Check each line of the material below for "change" and copy those where it appears.

▸ Data excerpts:
*** Begin section ***

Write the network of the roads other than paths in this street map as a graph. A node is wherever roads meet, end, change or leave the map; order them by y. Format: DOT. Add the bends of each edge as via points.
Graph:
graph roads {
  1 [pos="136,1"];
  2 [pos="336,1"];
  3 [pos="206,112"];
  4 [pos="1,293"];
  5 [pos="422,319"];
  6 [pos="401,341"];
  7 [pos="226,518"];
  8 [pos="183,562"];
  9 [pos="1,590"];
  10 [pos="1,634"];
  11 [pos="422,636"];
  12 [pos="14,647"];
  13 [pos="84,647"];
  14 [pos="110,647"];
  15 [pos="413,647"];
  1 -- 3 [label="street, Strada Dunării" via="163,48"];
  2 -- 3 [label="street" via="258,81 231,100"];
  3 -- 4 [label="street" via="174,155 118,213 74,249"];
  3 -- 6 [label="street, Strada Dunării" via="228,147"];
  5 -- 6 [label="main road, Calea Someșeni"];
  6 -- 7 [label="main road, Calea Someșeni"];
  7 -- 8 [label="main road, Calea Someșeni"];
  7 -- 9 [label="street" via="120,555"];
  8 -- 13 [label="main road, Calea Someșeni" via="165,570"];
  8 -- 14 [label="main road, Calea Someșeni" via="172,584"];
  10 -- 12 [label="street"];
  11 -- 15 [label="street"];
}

*** End section ***
*** Begin section ***

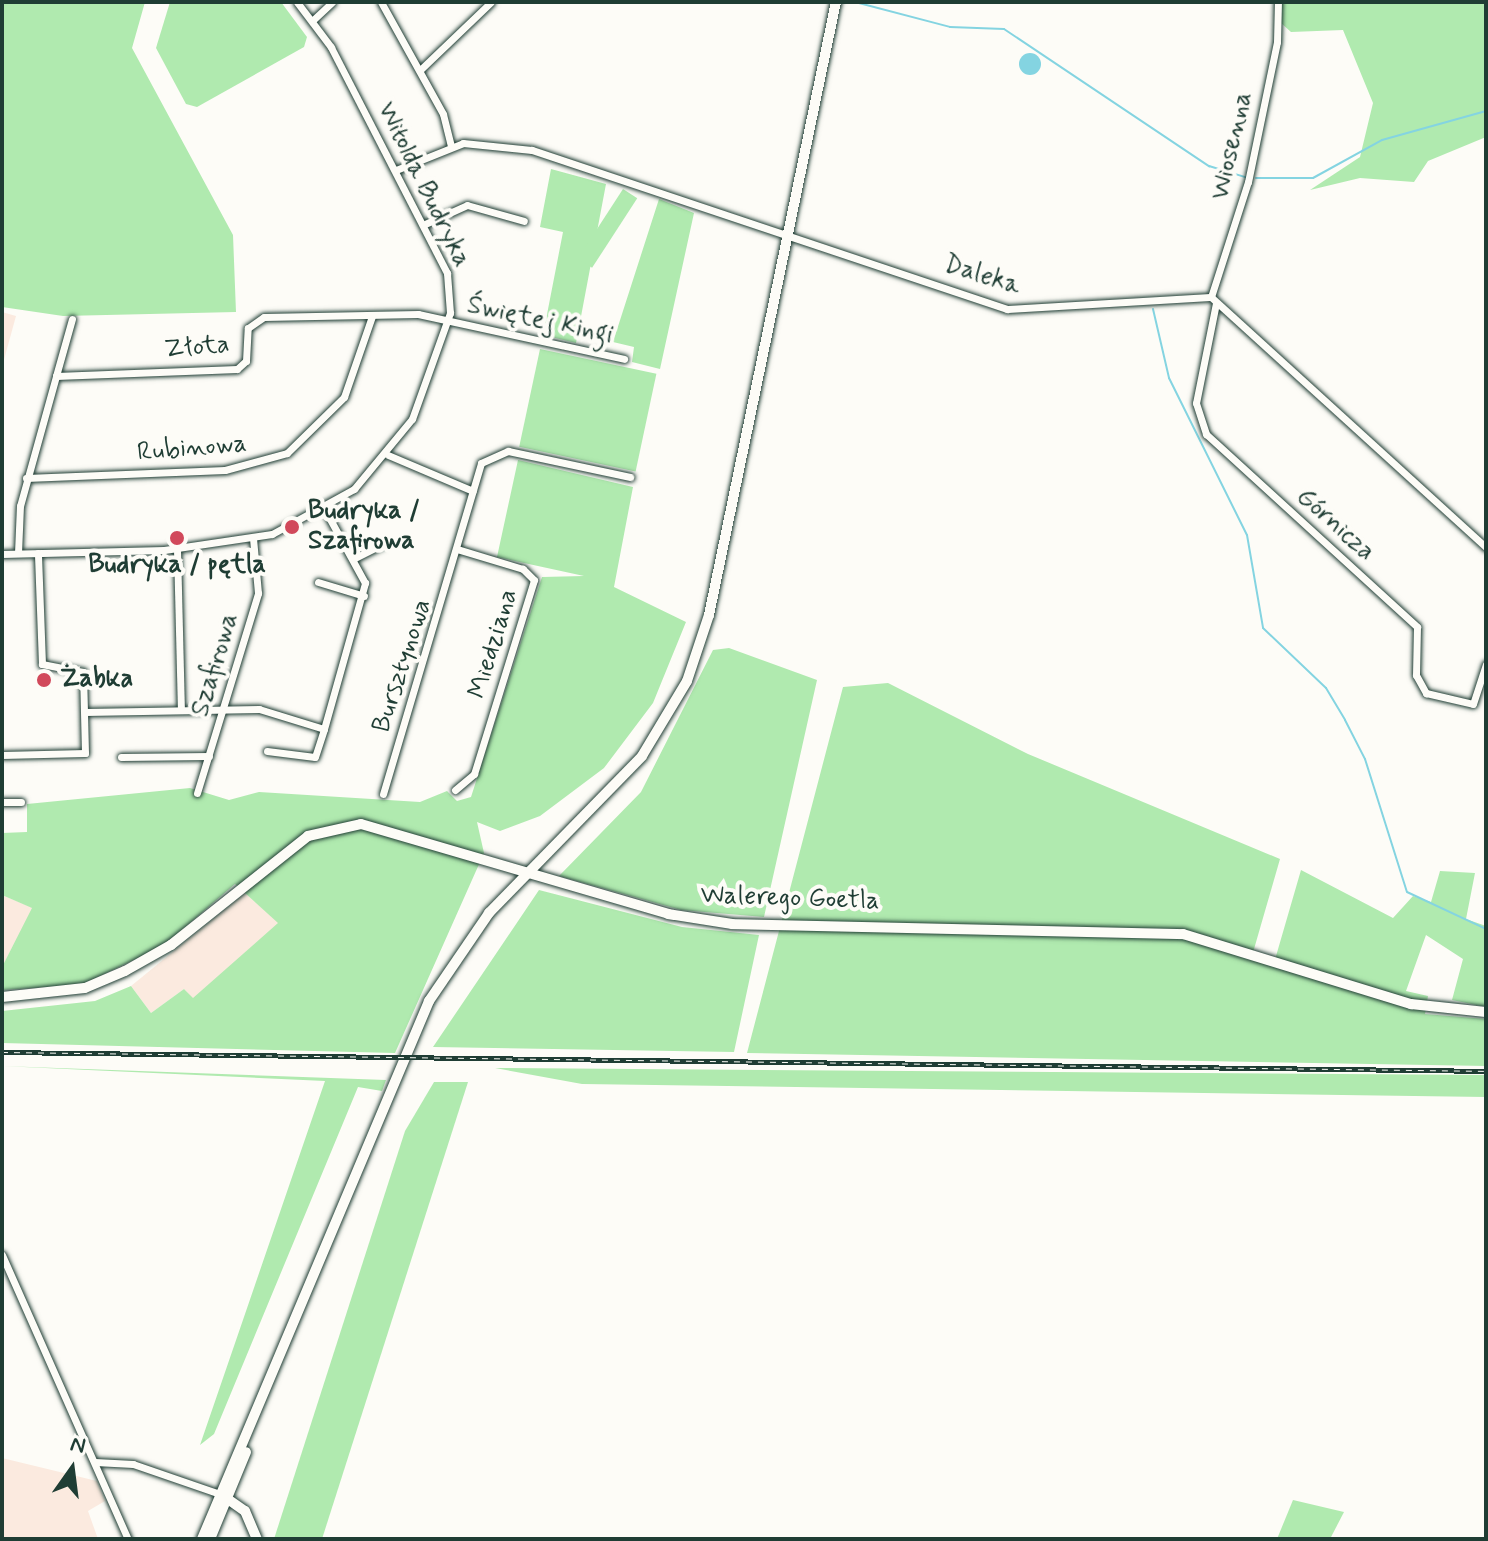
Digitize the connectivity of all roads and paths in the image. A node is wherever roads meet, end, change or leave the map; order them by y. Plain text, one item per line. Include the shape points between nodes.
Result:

*** End section ***

▸ Task answer:
Write the network of the roads other than paths in this street map as a graph. A node is wherever roads meet, end, change or leave the map; order them by y. Format: DOT. Add the bends of each edge as via points.
Digitize the connectivity of all roads and paths in the image. A node is wherever roads meet, end, change or leave the map; order them by y. Plain text, one item per line. Include the shape points between nodes.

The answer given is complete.